Scaffold stiffness affects the contractile function of three-dimensional engineered cardiac constructs.

We investigated the effects of the initial stiffness of a three-dimensional elastomer scaffold--highly porous poly(glycerol sebacate)--on functional assembly of cardiomyocytes cultured with perfusion for 8 days. The polymer elasticity varied with the extent of polymer cross-links, resulting in three different stiffness groups, with compressive modulus of 2.35 ± 0.03 (low), 5.28 ± 0.36 (medium), and 5.99 ± 0.40 (high) kPa. Laminin coating improved the efficiency of cell seeding (from 59 ± 15 to 90 ± 21%), resulting in markedly increased final cell density, construct contractility, and matrix deposition, likely because of enhanced cell interaction and spreading on scaffold surfaces. Compact tissue was formed in the low and medium stiffness groups, but not in the high stiffness group.

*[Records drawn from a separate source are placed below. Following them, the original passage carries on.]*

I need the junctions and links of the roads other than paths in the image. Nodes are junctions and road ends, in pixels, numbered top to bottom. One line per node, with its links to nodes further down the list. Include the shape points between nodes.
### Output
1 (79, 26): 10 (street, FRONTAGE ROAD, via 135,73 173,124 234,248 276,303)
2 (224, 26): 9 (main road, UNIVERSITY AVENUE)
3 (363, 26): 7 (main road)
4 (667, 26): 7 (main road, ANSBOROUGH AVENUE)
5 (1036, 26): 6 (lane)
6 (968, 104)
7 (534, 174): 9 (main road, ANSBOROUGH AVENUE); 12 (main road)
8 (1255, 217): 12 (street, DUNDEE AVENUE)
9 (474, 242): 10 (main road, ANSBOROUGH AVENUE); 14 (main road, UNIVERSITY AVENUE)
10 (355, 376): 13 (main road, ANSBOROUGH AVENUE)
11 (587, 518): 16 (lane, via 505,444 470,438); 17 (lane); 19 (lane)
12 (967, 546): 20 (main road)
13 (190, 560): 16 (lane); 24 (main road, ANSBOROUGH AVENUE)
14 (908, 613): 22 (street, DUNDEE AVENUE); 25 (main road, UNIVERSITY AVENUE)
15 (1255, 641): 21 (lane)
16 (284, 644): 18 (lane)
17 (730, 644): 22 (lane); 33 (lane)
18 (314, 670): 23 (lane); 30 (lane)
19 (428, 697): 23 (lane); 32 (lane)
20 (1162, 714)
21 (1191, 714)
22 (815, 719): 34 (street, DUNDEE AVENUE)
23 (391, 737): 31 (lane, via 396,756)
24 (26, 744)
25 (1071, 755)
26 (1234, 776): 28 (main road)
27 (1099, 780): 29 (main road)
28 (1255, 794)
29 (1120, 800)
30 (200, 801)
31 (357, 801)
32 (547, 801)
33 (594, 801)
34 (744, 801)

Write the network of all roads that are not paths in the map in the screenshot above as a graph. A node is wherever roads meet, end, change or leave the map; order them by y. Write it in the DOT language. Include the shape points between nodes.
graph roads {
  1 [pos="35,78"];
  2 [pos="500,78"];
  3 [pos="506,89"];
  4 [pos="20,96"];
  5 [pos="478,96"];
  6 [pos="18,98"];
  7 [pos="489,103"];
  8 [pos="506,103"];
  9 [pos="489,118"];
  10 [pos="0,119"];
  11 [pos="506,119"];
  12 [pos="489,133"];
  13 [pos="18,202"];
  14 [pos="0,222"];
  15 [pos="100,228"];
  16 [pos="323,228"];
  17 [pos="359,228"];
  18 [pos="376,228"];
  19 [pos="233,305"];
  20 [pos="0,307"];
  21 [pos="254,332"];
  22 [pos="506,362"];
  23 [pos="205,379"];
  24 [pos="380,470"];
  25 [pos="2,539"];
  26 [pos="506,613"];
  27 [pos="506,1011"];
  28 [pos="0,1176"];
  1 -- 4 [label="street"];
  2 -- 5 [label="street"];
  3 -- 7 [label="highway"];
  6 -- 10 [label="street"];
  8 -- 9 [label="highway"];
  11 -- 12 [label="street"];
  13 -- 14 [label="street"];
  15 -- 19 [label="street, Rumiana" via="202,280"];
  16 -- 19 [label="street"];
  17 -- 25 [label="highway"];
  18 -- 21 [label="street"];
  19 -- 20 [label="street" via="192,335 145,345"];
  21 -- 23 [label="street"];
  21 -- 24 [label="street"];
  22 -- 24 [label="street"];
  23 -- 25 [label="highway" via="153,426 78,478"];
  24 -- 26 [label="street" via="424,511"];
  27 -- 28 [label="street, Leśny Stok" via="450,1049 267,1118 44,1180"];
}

In particular, the low stiffness group exhibited the greatest contraction amplitude in response to electric field pacing, and had the highest compressive modulus at the end of culture. A mathematical model was developed to establish a correlation between the contractile amplitude and the cell distribution within the scaffold. Taken together, our findings suggest that the contractile function of engineered cardiac constructs positively correlates with low compressive stiffness of the scaffold.